> **Directions**
Where does the string "nodes" appear in the listing below? Copy every line where it does.

Data for analysis below:

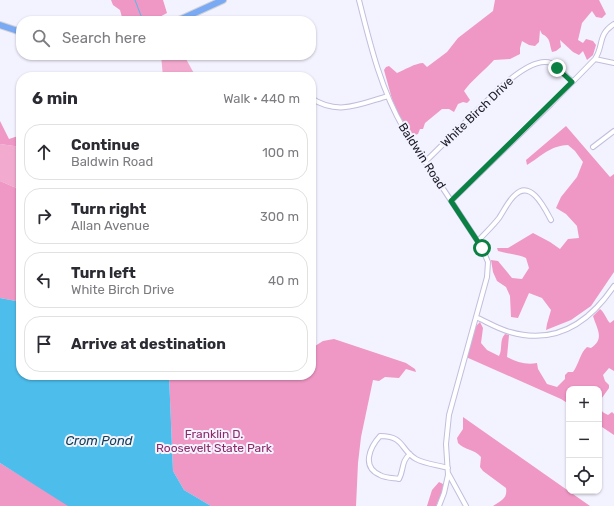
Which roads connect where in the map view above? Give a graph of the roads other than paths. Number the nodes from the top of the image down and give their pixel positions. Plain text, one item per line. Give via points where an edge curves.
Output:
1 (223, 0) edge
2 (359, 0) edge
3 (188, 16) edge
4 (614, 24) edge
5 (0, 26) edge
6 (16, 31) edge
7 (595, 59) junction
8 (614, 63) edge
9 (572, 82) junction
10 (388, 96) junction
11 (316, 100) edge
12 (614, 131) edge
13 (593, 148) dead end
14 (425, 162) junction
15 (451, 201) junction
16 (551, 220) dead end
17 (478, 241) junction
18 (614, 286) edge
19 (476, 317) junction
20 (410, 454) junction
21 (448, 470) junction
22 (439, 506) edge
23 (466, 506) edge

1 - 3 highway
2 - 10 street, Baldwin Road
4 - 7 street via 602,36
5 - 6 highway
7 - 8 street
7 - 9 street
9 - 14 street, White Birch Drive via 549,62 539,62 526,69 510,78
9 - 15 street
10 - 11 street via 355,106 334,108
10 - 14 street, Baldwin Road via 398,119
12 - 13 street
14 - 15 street, Baldwin Road
15 - 17 street, Baldwin Road
16 - 17 street via 532,192 520,191 514,195 498,220
17 - 19 street, Baldwin Road via 485,253 488,268
18 - 19 street via 594,311 578,324 552,334 516,334
19 - 21 street, Baldwin Road via 449,415 446,444
20 - 20 street via 397,438 380,436 373,444 369,462 372,469 381,476 399,479 405,458
20 - 21 street
21 - 22 street
21 - 23 street, Baldwin Road

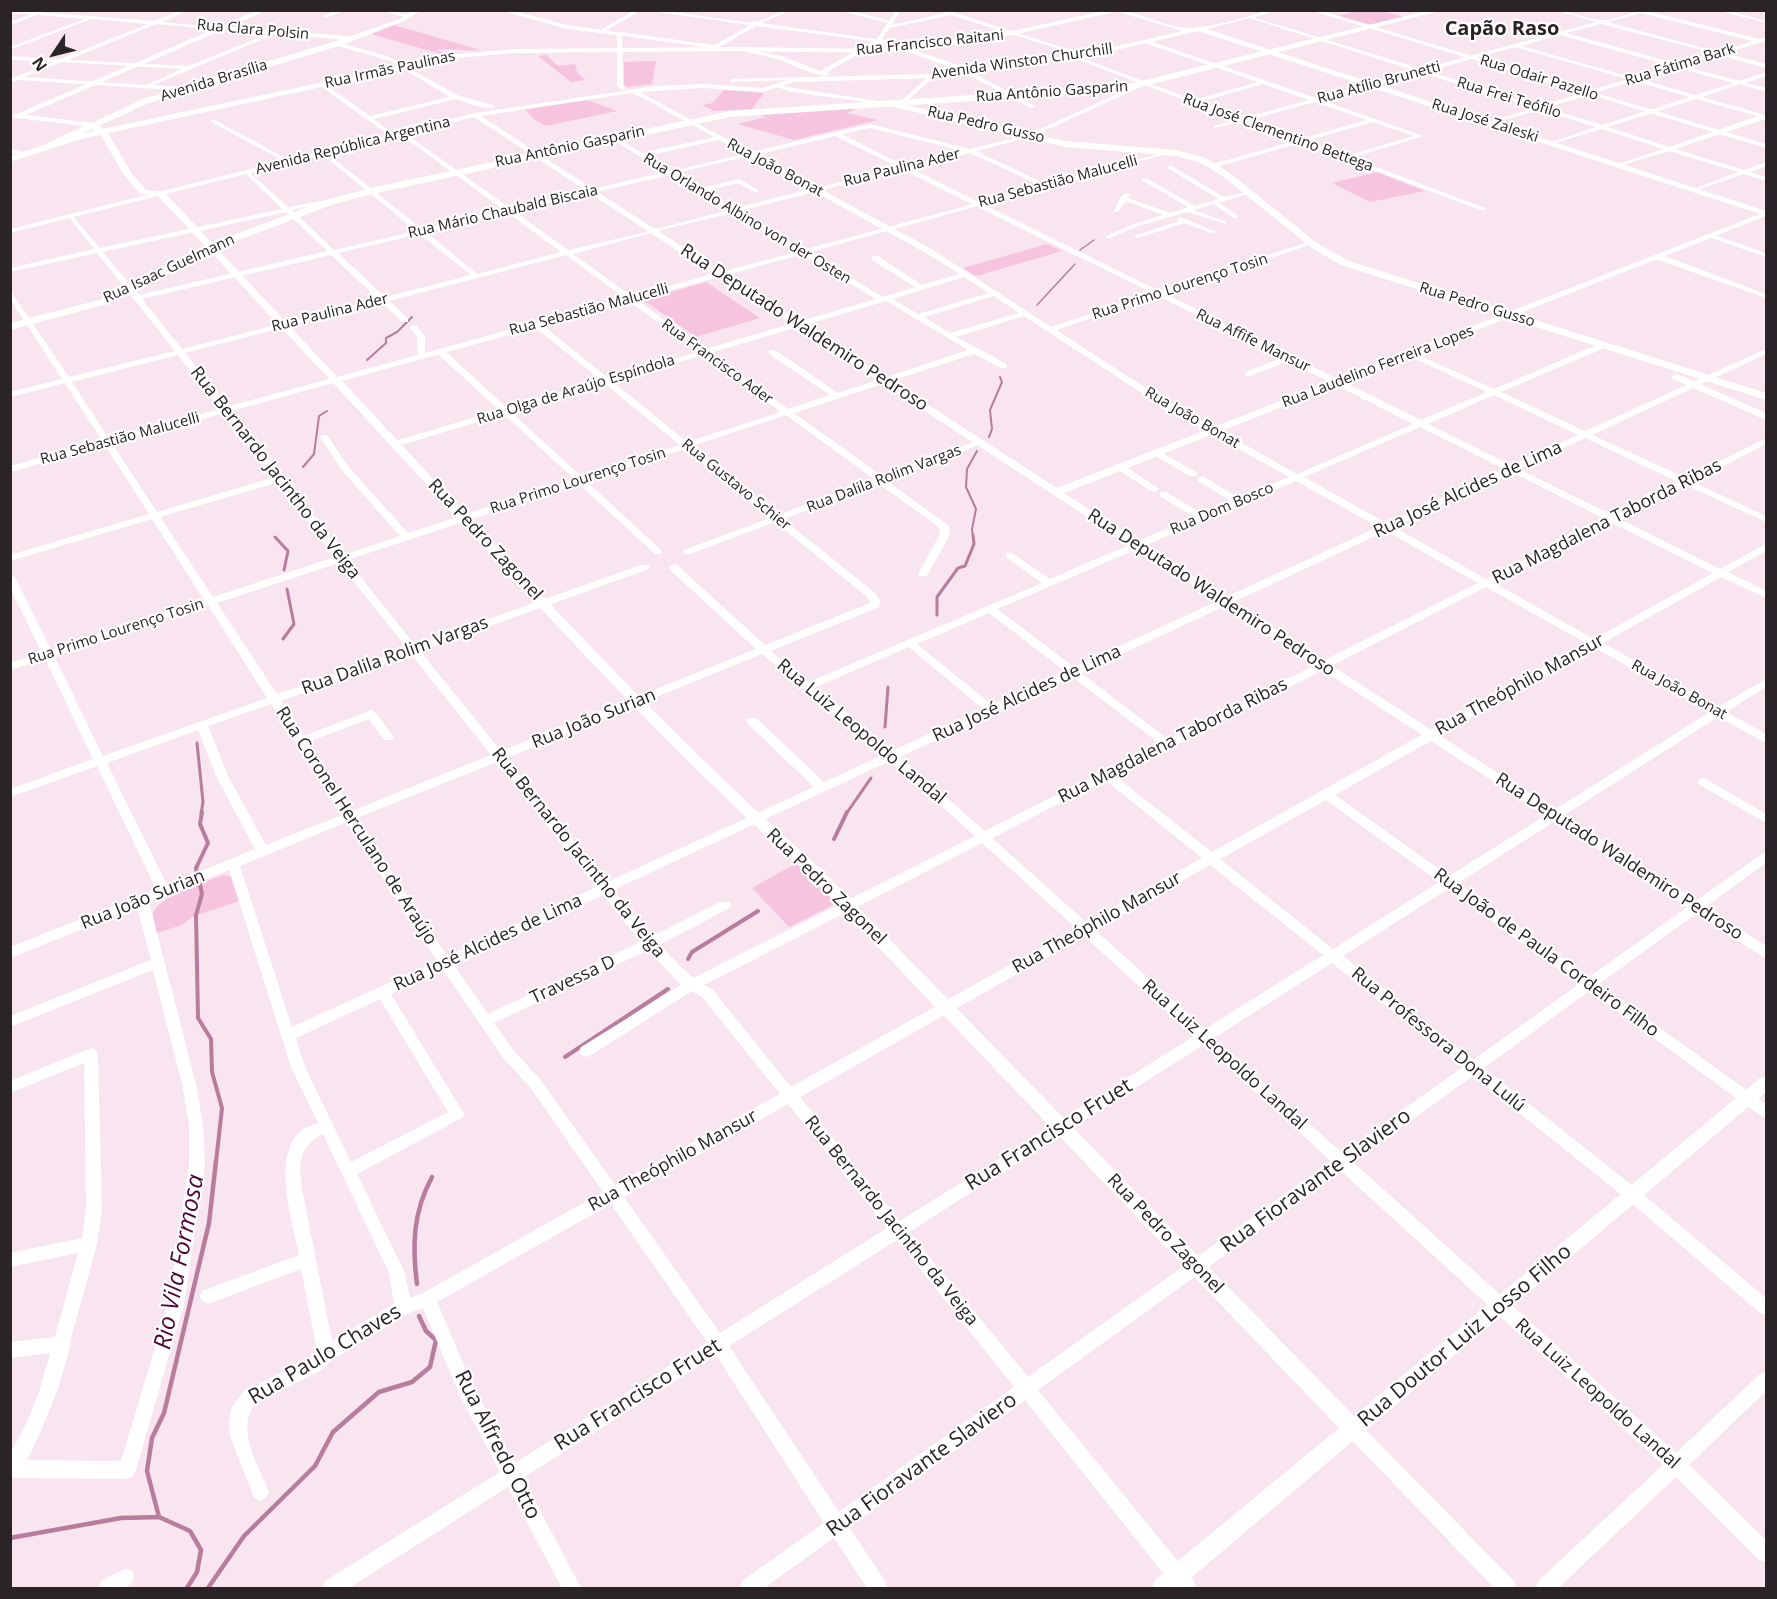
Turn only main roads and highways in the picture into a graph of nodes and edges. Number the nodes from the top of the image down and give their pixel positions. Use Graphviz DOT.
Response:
graph roads {
  1 [pos="265,10"];
  2 [pos="419,10"];
  3 [pos="1441,10"];
  4 [pos="1117,11"];
  5 [pos="737,49"];
  6 [pos="1113,90"];
  7 [pos="1123,93"];
  8 [pos="888,103"];
  9 [pos="12,116"];
  10 [pos="92,125"];
  11 [pos="103,132"];
  12 [pos="50,145"];
  13 [pos="10,159"];
  14 [pos="365,192"];
  15 [pos="211,247"];
  16 [pos="10,327"];
  17 [pos="1604,345"];
  18 [pos="1767,397"];
  19 [pos="1767,417"];
  1 -- 9 [label="main road"];
  2 -- 10 [label="main road, Avenida Brasília"];
  3 -- 6 [label="main road, Rua Antônio Gasparin"];
  4 -- 5 [label="main road, Rua Francisco Raitani"];
  5 -- 11 [label="main road, Rua Irmãs Paulinas"];
  6 -- 7 [label="main road"];
  6 -- 8 [label="main road, Rua Antônio Gasparin"];
  8 -- 14 [label="main road, Rua Antônio Gasparin"];
  8 -- 17 [label="main road, Rua Pedro Gusso"];
  9 -- 10 [label="main road"];
  10 -- 11 [label="main road"];
  10 -- 12 [label="main road, Avenida Brasília"];
  11 -- 12 [label="main road, Rua Irmãs Paulinas"];
  11 -- 15 [label="main road, Rua Pedro Zagonel"];
  12 -- 13 [label="main road, Avenida Brasília"];
  14 -- 15 [label="main road, Rua Isaac Guelmann"];
  15 -- 16 [label="main road, Rua Isaac Guelmann"];
  17 -- 18 [label="main road, Rua Pedro Gusso"];
  17 -- 19 [label="main road"];
}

End of Data for analysis.

> **Your response**
Which roads connect where in the map view above? Give a graph of the roads other than paths. Number the nodes from the top of the image down and give their pixel positions. Plain text, one item per line. Give via points where an edge curves.
Turn only main roads and highways in the picture into a graph of nodes and edges. Number the nodes from the top of the image down and give their pixel positions. Use Graphviz DOT.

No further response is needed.